══ STUDY MATERIAL

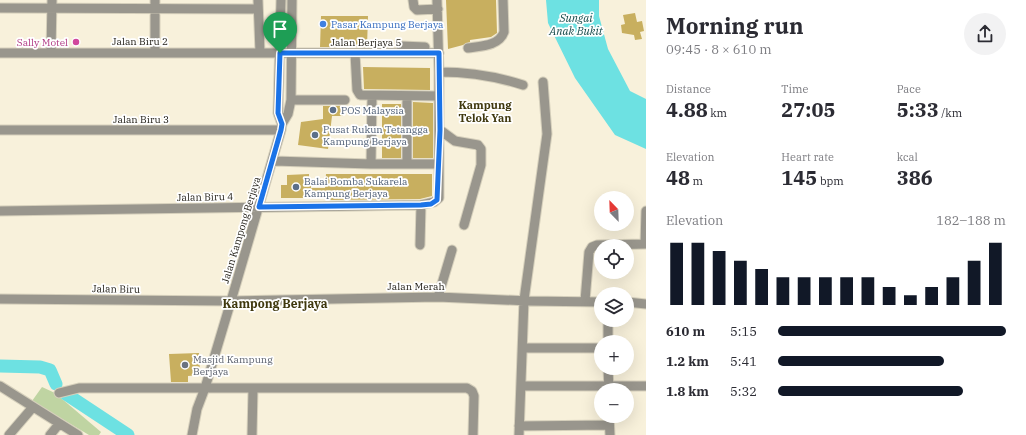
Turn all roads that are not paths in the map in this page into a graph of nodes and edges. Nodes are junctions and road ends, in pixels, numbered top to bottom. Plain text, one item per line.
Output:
1 (281, 0) edge
2 (292, 0) edge
3 (413, 0) edge
4 (503, 0) edge
5 (52, 4) edge
6 (258, 4) edge
7 (155, 5) edge
8 (438, 5) edge
9 (0, 8) edge
10 (401, 46) dead end
11 (468, 48) dead end
12 (439, 50) junction
13 (0, 52) edge
14 (51, 52) junction
15 (155, 52) junction
16 (260, 52) junction
17 (280, 53) junction
18 (292, 53) junction
19 (355, 53) junction
20 (439, 72) junction
21 (543, 82) dead end
22 (523, 85) dead end
23 (440, 96) junction
24 (372, 97) junction
25 (407, 97) junction
26 (291, 100) junction
27 (345, 100) dead end
28 (282, 127) junction
29 (0, 130) edge
30 (440, 130) junction
31 (274, 161) junction
32 (371, 164) junction
33 (407, 164) junction
34 (439, 164) junction
35 (421, 205) junction
36 (259, 207) junction
37 (646, 210) edge
38 (0, 211) edge
39 (464, 225) dead end
40 (646, 244) edge
41 (420, 245) dead end
42 (452, 250) dead end
43 (438, 297) junction
44 (0, 299) edge
45 (524, 300) junction
46 (646, 300) edge
47 (231, 301) junction
48 (585, 301) junction
49 (594, 302) edge
50 (634, 302) edge
51 (634, 302) edge
52 (646, 304) edge
53 (523, 348) junction
54 (594, 348) edge
55 (521, 386) junction
56 (646, 386) edge
57 (634, 387) edge
58 (205, 388) junction
59 (594, 388) edge
60 (1, 389) edge
61 (253, 389) junction
62 (59, 393) dead end
63 (33, 406) junction
64 (59, 424) junction
65 (609, 426) edge
66 (519, 430) edge
67 (9, 435) edge
68 (50, 435) edge
69 (78, 435) edge
70 (192, 435) edge
71 (252, 435) edge
72 (473, 435) edge

1 - 17 street, Jalan Kampong Berjaya
2 - 18 street, Jalan Kampong Berjaya
3 - 8 street
4 - 11 street
5 - 7 street
5 - 9 street
5 - 14 street
6 - 7 street
6 - 16 street
7 - 15 street
8 - 12 street
10 - 12 street
12 - 19 street, Jalan Berjaya 5
12 - 20 street
13 - 14 street, Jalan Biru 2
14 - 15 street, Jalan Biru 2
15 - 16 street, Jalan Biru 2
16 - 17 street, Jalan Biru 2
17 - 18 street, Jalan Berjaya 5
17 - 28 street, Jalan Kampong Berjaya
18 - 19 street, Jalan Berjaya 5
18 - 26 street, Jalan Kampong Berjaya
19 - 24 street
20 - 22 street
20 - 23 street
21 - 45 street
23 - 25 street
23 - 30 street
24 - 25 street
24 - 32 street
25 - 33 street
26 - 27 street
26 - 28 street, Jalan Kampong Berjaya
28 - 29 street, Jalan Biru 3
28 - 31 street, Jalan Kampong Berjaya
30 - 34 street
30 - 39 street
31 - 32 street
31 - 36 street, Jalan Kampong Berjaya
32 - 33 street
33 - 34 street
34 - 35 street, Jalan Biru 4
35 - 36 street, Jalan Biru 4
35 - 41 street
36 - 38 street, Jalan Biru 4
36 - 47 street, Jalan Kampong Berjaya
37 - 40 street
40 - 48 street
42 - 43 street
43 - 45 street, Jalan Merah
43 - 47 street, Jalan Merah
44 - 47 street, Jalan Biru
45 - 48 street, Jalan Merah
45 - 53 street
46 - 50 street
47 - 58 street, Jalan Kampong Berjaya
48 - 49 street, Jalan Merah
51 - 52 street
53 - 54 street
53 - 55 street
55 - 59 street
55 - 66 street
56 - 57 street
58 - 61 street
58 - 62 street
58 - 70 street, Jalan Kampong Berjaya
60 - 63 street
61 - 71 street
61 - 72 street
63 - 64 street
63 - 67 street
64 - 68 street
64 - 69 street
65 - 66 street

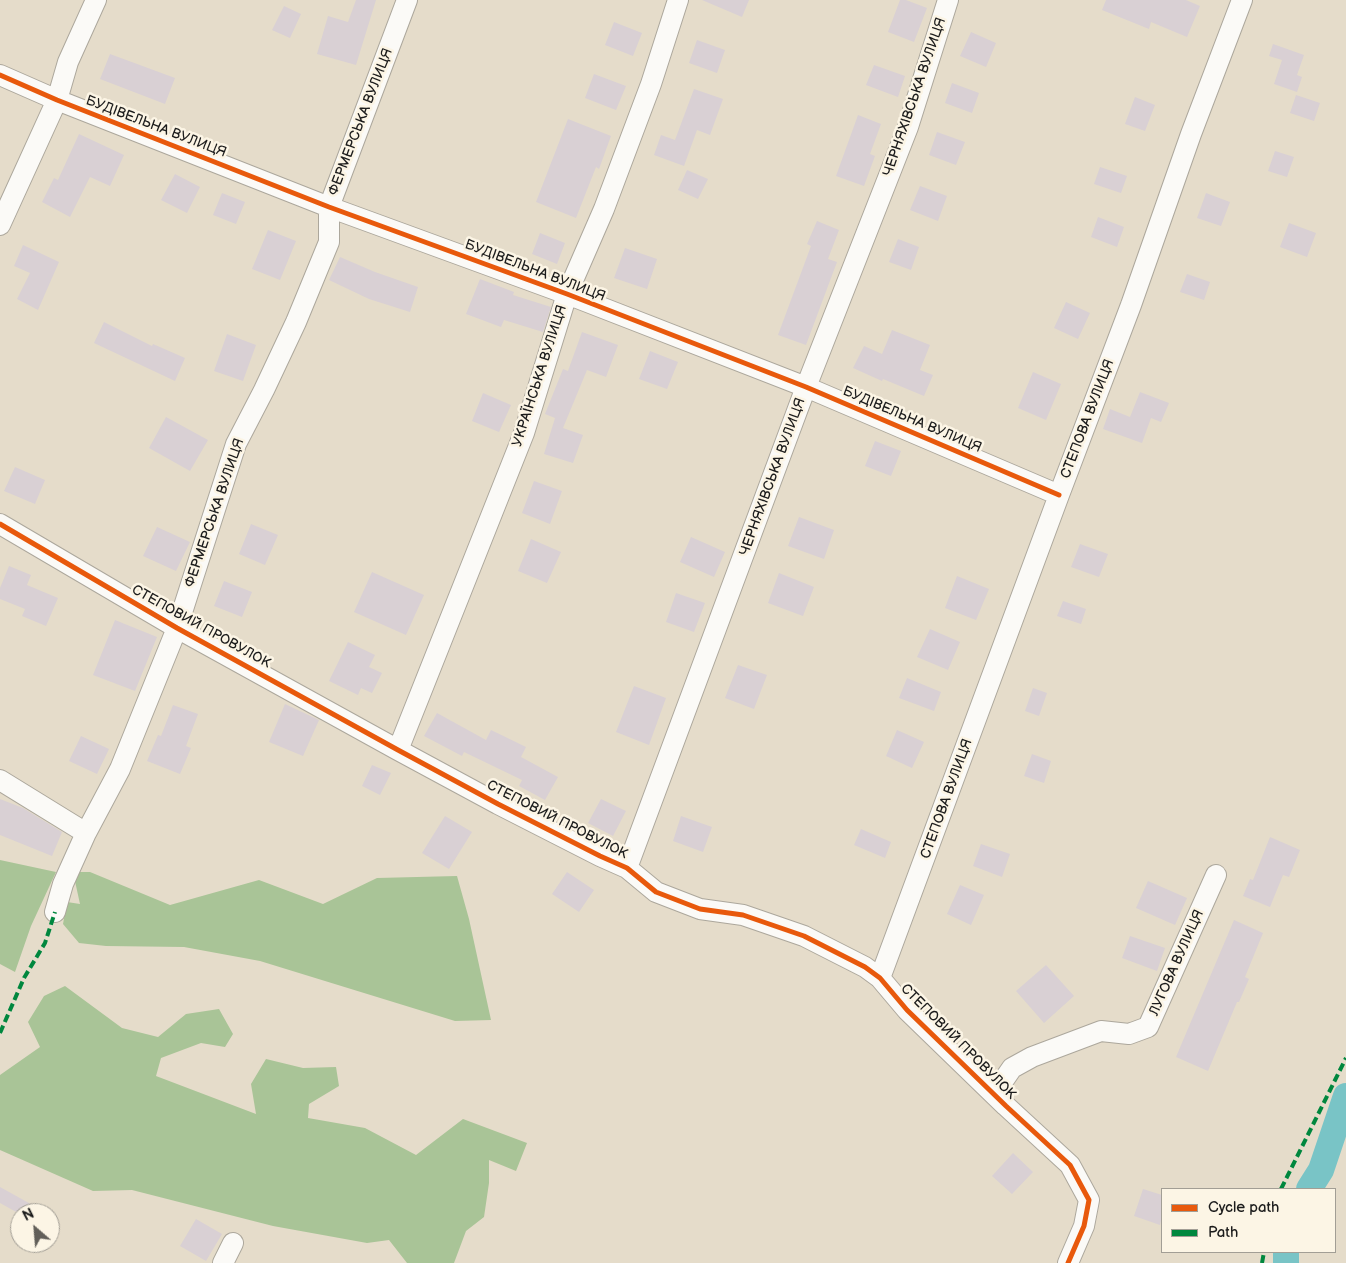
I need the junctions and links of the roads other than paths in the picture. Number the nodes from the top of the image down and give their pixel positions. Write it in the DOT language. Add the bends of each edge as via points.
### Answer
graph roads {
  1 [pos="96,0"];
  2 [pos="407,0"];
  3 [pos="678,0"];
  4 [pos="948,0"];
  5 [pos="1242,0"];
  6 [pos="0,75"];
  7 [pos="57,100"];
  8 [pos="329,207"];
  9 [pos="0,225"];
  10 [pos="567,294"];
  11 [pos="806,388"];
  12 [pos="1059,495"];
  13 [pos="0,524"];
  14 [pos="177,628"];
  15 [pos="398,750"];
  16 [pos="0,780"];
  17 [pos="86,832"];
  18 [pos="627,868"];
  19 [pos="1216,875"];
  20 [pos="55,912"];
  21 [pos="880,978"];
  22 [pos="994,1094"];
  23 [pos="233,1243"];
  24 [pos="223,1263"];
  25 [pos="1068,1263"];
  1 -- 7 [label="street" via="68,62"];
  2 -- 8 [label="street, ФЕРМЕРСЬКА ВУЛИЦЯ"];
  3 -- 10 [label="street, УКРАЇНСЬКА ВУЛИЦЯ" via="638,120"];
  4 -- 11 [label="street, ЧЕРНЯХІВСЬКА ВУЛИЦЯ" via="908,127"];
  5 -- 12 [label="street, СТЕПОВА ВУЛИЦЯ"];
  6 -- 7 [label="street, БУДІВЕЛЬНА ВУЛИЦЯ"];
  7 -- 8 [label="street, БУДІВЕЛЬНА ВУЛИЦЯ"];
  7 -- 9 [label="street"];
  8 -- 10 [label="street, БУДІВЕЛЬНА ВУЛИЦЯ"];
  8 -- 14 [label="street, ФЕРМЕРСЬКА ВУЛИЦЯ" via="329,242 296,322 236,444"];
  10 -- 11 [label="street, БУДІВЕЛЬНА ВУЛИЦЯ"];
  10 -- 15 [label="street, УКРАЇНСЬКА ВУЛИЦЯ" via="524,432"];
  11 -- 12 [label="street, БУДІВЕЛЬНА ВУЛИЦЯ"];
  11 -- 18 [label="street, ЧЕРНЯХІВСЬКА ВУЛИЦЯ"];
  12 -- 21 [label="street, СТЕПОВА ВУЛИЦЯ"];
  13 -- 14 [label="street, СТЕПОВИЙ ПРОВУЛОК"];
  14 -- 15 [label="street, СТЕПОВИЙ ПРОВУЛОК"];
  14 -- 17 [label="street, ФЕРМЕРСЬКА ВУЛИЦЯ" via="120,769"];
  15 -- 18 [label="street, СТЕПОВИЙ ПРОВУЛОК"];
  16 -- 17 [label="street"];
  17 -- 20 [label="street, ФЕРМЕРСЬКА ВУЛИЦЯ" via="63,884"];
  18 -- 21 [label="street, СТЕПОВИЙ ПРОВУЛОК" via="656,892 700,909 743,915 804,936"];
  19 -- 22 [label="street, ЛУГОВА ВУЛИЦЯ" via="1148,1027 1128,1034 1101,1031 1032,1057 1012,1068"];
  21 -- 22 [label="street, СТЕПОВИЙ ПРОВУЛОК" via="907,1010"];
  22 -- 25 [label="street, СТЕПОВИЙ ПРОВУЛОК" via="1070,1165 1088,1200 1084,1226"];
  23 -- 24 [label="street"];
}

════

Once the pictures are removed, reproduce the remaining entries above exactly.

Turn all roads that are not paths in the map in this page into a graph of nodes and edges. Nodes are junctions and road ends, in pixels, numbered top to bottom. Plain text, one item per line.
Output:
1 (281, 0) edge
2 (292, 0) edge
3 (413, 0) edge
4 (503, 0) edge
5 (52, 4) edge
6 (258, 4) edge
7 (155, 5) edge
8 (438, 5) edge
9 (0, 8) edge
10 (401, 46) dead end
11 (468, 48) dead end
12 (439, 50) junction
13 (0, 52) edge
14 (51, 52) junction
15 (155, 52) junction
16 (260, 52) junction
17 (280, 53) junction
18 (292, 53) junction
19 (355, 53) junction
20 (439, 72) junction
21 (543, 82) dead end
22 (523, 85) dead end
23 (440, 96) junction
24 (372, 97) junction
25 (407, 97) junction
26 (291, 100) junction
27 (345, 100) dead end
28 (282, 127) junction
29 (0, 130) edge
30 (440, 130) junction
31 (274, 161) junction
32 (371, 164) junction
33 (407, 164) junction
34 (439, 164) junction
35 (421, 205) junction
36 (259, 207) junction
37 (646, 210) edge
38 (0, 211) edge
39 (464, 225) dead end
40 (646, 244) edge
41 (420, 245) dead end
42 (452, 250) dead end
43 (438, 297) junction
44 (0, 299) edge
45 (524, 300) junction
46 (646, 300) edge
47 (231, 301) junction
48 (585, 301) junction
49 (594, 302) edge
50 (634, 302) edge
51 (634, 302) edge
52 (646, 304) edge
53 (523, 348) junction
54 (594, 348) edge
55 (521, 386) junction
56 (646, 386) edge
57 (634, 387) edge
58 (205, 388) junction
59 (594, 388) edge
60 (1, 389) edge
61 (253, 389) junction
62 (59, 393) dead end
63 (33, 406) junction
64 (59, 424) junction
65 (609, 426) edge
66 (519, 430) edge
67 (9, 435) edge
68 (50, 435) edge
69 (78, 435) edge
70 (192, 435) edge
71 (252, 435) edge
72 (473, 435) edge

1 - 17 street, Jalan Kampong Berjaya
2 - 18 street, Jalan Kampong Berjaya
3 - 8 street
4 - 11 street
5 - 7 street
5 - 9 street
5 - 14 street
6 - 7 street
6 - 16 street
7 - 15 street
8 - 12 street
10 - 12 street
12 - 19 street, Jalan Berjaya 5
12 - 20 street
13 - 14 street, Jalan Biru 2
14 - 15 street, Jalan Biru 2
15 - 16 street, Jalan Biru 2
16 - 17 street, Jalan Biru 2
17 - 18 street, Jalan Berjaya 5
17 - 28 street, Jalan Kampong Berjaya
18 - 19 street, Jalan Berjaya 5
18 - 26 street, Jalan Kampong Berjaya
19 - 24 street
20 - 22 street
20 - 23 street
21 - 45 street
23 - 25 street
23 - 30 street
24 - 25 street
24 - 32 street
25 - 33 street
26 - 27 street
26 - 28 street, Jalan Kampong Berjaya
28 - 29 street, Jalan Biru 3
28 - 31 street, Jalan Kampong Berjaya
30 - 34 street
30 - 39 street
31 - 32 street
31 - 36 street, Jalan Kampong Berjaya
32 - 33 street
33 - 34 street
34 - 35 street, Jalan Biru 4
35 - 36 street, Jalan Biru 4
35 - 41 street
36 - 38 street, Jalan Biru 4
36 - 47 street, Jalan Kampong Berjaya
37 - 40 street
40 - 48 street
42 - 43 street
43 - 45 street, Jalan Merah
43 - 47 street, Jalan Merah
44 - 47 street, Jalan Biru
45 - 48 street, Jalan Merah
45 - 53 street
46 - 50 street
47 - 58 street, Jalan Kampong Berjaya
48 - 49 street, Jalan Merah
51 - 52 street
53 - 54 street
53 - 55 street
55 - 59 street
55 - 66 street
56 - 57 street
58 - 61 street
58 - 62 street
58 - 70 street, Jalan Kampong Berjaya
60 - 63 street
61 - 71 street
61 - 72 street
63 - 64 street
63 - 67 street
64 - 68 street
64 - 69 street
65 - 66 street

I need the junctions and links of the roads other than paths in the picture. Number the nodes from the top of the image down and give their pixel positions. Write it in the DOT language. Add the bends of each edge as via points.
### Answer
graph roads {
  1 [pos="96,0"];
  2 [pos="407,0"];
  3 [pos="678,0"];
  4 [pos="948,0"];
  5 [pos="1242,0"];
  6 [pos="0,75"];
  7 [pos="57,100"];
  8 [pos="329,207"];
  9 [pos="0,225"];
  10 [pos="567,294"];
  11 [pos="806,388"];
  12 [pos="1059,495"];
  13 [pos="0,524"];
  14 [pos="177,628"];
  15 [pos="398,750"];
  16 [pos="0,780"];
  17 [pos="86,832"];
  18 [pos="627,868"];
  19 [pos="1216,875"];
  20 [pos="55,912"];
  21 [pos="880,978"];
  22 [pos="994,1094"];
  23 [pos="233,1243"];
  24 [pos="223,1263"];
  25 [pos="1068,1263"];
  1 -- 7 [label="street" via="68,62"];
  2 -- 8 [label="street, ФЕРМЕРСЬКА ВУЛИЦЯ"];
  3 -- 10 [label="street, УКРАЇНСЬКА ВУЛИЦЯ" via="638,120"];
  4 -- 11 [label="street, ЧЕРНЯХІВСЬКА ВУЛИЦЯ" via="908,127"];
  5 -- 12 [label="street, СТЕПОВА ВУЛИЦЯ"];
  6 -- 7 [label="street, БУДІВЕЛЬНА ВУЛИЦЯ"];
  7 -- 8 [label="street, БУДІВЕЛЬНА ВУЛИЦЯ"];
  7 -- 9 [label="street"];
  8 -- 10 [label="street, БУДІВЕЛЬНА ВУЛИЦЯ"];
  8 -- 14 [label="street, ФЕРМЕРСЬКА ВУЛИЦЯ" via="329,242 296,322 236,444"];
  10 -- 11 [label="street, БУДІВЕЛЬНА ВУЛИЦЯ"];
  10 -- 15 [label="street, УКРАЇНСЬКА ВУЛИЦЯ" via="524,432"];
  11 -- 12 [label="street, БУДІВЕЛЬНА ВУЛИЦЯ"];
  11 -- 18 [label="street, ЧЕРНЯХІВСЬКА ВУЛИЦЯ"];
  12 -- 21 [label="street, СТЕПОВА ВУЛИЦЯ"];
  13 -- 14 [label="street, СТЕПОВИЙ ПРОВУЛОК"];
  14 -- 15 [label="street, СТЕПОВИЙ ПРОВУЛОК"];
  14 -- 17 [label="street, ФЕРМЕРСЬКА ВУЛИЦЯ" via="120,769"];
  15 -- 18 [label="street, СТЕПОВИЙ ПРОВУЛОК"];
  16 -- 17 [label="street"];
  17 -- 20 [label="street, ФЕРМЕРСЬКА ВУЛИЦЯ" via="63,884"];
  18 -- 21 [label="street, СТЕПОВИЙ ПРОВУЛОК" via="656,892 700,909 743,915 804,936"];
  19 -- 22 [label="street, ЛУГОВА ВУЛИЦЯ" via="1148,1027 1128,1034 1101,1031 1032,1057 1012,1068"];
  21 -- 22 [label="street, СТЕПОВИЙ ПРОВУЛОК" via="907,1010"];
  22 -- 25 [label="street, СТЕПОВИЙ ПРОВУЛОК" via="1070,1165 1088,1200 1084,1226"];
  23 -- 24 [label="street"];
}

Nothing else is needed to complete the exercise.